● **Task requirements**:
Where does the word "edges" show up in the data? Please find each such line and copy it.

● **Saved entries**:
┄┄┄┄┄┄┄┄┄┄

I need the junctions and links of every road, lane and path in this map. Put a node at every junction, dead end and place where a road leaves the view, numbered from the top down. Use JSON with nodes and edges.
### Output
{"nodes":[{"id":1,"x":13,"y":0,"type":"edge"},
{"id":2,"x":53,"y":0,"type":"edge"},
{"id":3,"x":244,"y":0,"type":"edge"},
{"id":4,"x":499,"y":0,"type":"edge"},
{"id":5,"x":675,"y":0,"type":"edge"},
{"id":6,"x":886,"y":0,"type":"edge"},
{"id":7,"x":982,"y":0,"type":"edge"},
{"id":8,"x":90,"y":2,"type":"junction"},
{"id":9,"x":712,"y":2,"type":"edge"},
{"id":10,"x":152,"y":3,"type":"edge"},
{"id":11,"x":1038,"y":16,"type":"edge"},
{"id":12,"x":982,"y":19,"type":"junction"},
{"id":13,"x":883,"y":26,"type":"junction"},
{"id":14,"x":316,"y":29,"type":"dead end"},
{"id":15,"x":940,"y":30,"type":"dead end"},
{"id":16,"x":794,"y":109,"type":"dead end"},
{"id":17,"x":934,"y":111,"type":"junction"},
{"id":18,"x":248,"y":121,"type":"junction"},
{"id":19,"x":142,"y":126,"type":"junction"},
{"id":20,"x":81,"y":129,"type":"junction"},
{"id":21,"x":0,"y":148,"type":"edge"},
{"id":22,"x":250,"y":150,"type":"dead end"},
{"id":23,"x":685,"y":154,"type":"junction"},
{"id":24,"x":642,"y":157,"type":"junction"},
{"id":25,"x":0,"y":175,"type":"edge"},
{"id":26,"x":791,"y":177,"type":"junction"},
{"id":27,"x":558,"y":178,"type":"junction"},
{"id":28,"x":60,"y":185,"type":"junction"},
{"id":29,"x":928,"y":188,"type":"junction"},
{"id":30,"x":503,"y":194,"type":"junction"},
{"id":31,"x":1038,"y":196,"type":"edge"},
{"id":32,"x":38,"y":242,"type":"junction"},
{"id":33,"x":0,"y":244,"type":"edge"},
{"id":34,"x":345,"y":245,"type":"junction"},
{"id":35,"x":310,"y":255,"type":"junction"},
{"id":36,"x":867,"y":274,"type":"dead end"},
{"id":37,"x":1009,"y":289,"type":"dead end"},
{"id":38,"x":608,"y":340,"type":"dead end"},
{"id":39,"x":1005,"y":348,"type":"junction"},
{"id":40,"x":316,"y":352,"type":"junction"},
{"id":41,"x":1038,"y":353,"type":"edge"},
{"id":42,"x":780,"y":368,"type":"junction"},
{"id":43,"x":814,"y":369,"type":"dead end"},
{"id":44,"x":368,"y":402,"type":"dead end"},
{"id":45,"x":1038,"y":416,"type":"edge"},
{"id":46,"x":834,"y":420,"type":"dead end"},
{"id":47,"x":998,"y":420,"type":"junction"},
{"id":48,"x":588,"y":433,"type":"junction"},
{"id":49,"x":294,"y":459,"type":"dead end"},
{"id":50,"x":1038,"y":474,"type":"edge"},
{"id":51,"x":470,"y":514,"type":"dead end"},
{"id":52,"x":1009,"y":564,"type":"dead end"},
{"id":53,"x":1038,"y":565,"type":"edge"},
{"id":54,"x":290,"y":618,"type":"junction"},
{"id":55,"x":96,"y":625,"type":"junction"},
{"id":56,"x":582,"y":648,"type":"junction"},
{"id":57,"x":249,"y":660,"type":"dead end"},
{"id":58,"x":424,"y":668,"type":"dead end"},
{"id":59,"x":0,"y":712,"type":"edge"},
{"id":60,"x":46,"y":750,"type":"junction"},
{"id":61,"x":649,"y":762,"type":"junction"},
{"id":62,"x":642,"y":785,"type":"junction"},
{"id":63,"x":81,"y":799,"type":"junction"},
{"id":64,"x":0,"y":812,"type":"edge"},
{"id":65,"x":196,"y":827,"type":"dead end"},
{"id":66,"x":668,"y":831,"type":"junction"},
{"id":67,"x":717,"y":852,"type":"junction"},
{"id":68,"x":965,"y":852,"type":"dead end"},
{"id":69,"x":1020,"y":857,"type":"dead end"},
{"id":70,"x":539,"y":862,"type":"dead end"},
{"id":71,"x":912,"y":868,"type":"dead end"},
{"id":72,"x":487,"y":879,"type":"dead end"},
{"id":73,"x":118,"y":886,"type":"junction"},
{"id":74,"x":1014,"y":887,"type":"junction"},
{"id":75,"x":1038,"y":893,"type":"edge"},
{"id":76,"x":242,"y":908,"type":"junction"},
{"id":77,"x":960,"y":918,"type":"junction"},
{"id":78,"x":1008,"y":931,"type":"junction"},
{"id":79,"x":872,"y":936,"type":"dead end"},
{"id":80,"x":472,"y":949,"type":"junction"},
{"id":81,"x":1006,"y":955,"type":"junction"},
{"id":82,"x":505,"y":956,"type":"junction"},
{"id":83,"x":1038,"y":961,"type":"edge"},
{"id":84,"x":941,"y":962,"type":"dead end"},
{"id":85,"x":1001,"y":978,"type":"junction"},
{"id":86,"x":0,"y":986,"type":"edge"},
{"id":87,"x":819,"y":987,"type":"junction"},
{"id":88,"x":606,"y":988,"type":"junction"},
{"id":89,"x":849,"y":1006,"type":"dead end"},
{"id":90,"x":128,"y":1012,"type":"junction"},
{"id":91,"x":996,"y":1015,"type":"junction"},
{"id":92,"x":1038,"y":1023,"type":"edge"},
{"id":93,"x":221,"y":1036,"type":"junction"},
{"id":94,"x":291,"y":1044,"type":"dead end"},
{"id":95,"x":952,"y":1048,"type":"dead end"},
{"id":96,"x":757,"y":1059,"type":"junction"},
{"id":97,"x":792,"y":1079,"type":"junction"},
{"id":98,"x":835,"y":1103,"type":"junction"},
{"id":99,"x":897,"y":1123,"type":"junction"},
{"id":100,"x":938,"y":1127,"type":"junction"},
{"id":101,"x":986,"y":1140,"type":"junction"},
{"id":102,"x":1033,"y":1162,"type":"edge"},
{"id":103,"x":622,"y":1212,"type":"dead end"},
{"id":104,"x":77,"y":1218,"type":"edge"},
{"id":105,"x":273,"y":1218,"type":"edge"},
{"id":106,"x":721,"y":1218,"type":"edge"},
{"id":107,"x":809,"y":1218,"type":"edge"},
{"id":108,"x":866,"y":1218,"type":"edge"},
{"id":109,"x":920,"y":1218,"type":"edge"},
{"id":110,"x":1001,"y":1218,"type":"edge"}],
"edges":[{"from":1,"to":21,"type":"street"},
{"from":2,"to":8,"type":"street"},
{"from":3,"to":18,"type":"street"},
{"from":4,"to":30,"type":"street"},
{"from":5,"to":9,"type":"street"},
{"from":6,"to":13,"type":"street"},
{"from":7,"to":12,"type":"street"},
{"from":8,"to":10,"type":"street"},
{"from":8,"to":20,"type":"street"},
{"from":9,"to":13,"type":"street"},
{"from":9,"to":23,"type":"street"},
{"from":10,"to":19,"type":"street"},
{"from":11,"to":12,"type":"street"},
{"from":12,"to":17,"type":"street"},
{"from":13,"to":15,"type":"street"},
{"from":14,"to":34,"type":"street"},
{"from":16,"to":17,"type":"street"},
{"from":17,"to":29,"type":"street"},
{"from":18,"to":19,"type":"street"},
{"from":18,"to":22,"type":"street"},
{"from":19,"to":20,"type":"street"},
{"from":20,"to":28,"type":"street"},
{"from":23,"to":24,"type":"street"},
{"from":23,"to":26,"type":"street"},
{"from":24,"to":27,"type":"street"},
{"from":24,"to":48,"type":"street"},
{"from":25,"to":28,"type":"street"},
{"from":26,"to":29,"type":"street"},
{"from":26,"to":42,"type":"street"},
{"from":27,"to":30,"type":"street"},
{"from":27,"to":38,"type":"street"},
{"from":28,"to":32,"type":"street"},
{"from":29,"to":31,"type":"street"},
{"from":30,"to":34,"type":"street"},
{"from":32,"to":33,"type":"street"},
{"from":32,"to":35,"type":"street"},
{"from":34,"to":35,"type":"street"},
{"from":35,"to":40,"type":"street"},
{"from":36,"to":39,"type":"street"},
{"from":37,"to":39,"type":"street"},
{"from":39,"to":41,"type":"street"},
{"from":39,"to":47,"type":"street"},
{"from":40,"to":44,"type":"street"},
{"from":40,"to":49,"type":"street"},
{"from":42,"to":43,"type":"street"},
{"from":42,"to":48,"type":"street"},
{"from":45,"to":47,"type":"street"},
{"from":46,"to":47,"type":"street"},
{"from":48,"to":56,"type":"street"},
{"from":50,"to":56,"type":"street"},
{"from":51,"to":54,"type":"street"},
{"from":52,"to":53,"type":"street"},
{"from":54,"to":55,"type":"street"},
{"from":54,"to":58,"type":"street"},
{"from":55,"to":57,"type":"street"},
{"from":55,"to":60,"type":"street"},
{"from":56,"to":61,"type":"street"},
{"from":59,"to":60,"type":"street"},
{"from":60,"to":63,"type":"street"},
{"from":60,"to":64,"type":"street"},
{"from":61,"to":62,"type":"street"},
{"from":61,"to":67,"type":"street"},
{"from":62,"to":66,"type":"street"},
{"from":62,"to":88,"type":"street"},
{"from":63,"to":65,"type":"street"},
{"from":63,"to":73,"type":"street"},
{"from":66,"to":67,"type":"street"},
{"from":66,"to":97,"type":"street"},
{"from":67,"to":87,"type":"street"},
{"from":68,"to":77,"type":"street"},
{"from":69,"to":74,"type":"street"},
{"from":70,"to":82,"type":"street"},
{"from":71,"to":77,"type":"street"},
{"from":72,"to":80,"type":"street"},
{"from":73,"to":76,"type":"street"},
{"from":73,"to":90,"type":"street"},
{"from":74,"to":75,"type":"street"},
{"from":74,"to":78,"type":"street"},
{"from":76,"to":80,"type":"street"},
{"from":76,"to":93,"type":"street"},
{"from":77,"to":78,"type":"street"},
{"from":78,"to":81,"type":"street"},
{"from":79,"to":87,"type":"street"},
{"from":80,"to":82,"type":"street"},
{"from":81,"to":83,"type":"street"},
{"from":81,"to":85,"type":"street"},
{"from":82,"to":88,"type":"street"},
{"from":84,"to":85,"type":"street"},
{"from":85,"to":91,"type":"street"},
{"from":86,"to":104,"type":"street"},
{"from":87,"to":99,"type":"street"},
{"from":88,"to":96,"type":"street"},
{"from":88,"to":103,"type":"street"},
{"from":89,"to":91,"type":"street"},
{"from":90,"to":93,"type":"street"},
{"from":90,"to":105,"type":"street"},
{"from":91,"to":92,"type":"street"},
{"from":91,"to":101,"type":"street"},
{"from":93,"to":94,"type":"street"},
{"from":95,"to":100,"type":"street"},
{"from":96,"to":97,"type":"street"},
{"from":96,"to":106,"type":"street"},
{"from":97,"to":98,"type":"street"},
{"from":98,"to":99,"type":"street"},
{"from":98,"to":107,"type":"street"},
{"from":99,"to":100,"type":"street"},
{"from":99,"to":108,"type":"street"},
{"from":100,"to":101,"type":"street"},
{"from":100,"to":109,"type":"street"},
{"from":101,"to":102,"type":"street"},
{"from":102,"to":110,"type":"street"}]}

┄┄┄┄┄┄┄┄┄┄

● **Reply to the task**:
I need the junctions and links of every road, lane and path in this map. Put a node at every junction, dead end and place where a road leaves the view, numbered from the top down. Use JSON with nodes and edges.
"edges":[{"from":1,"to":21,"type":"street"},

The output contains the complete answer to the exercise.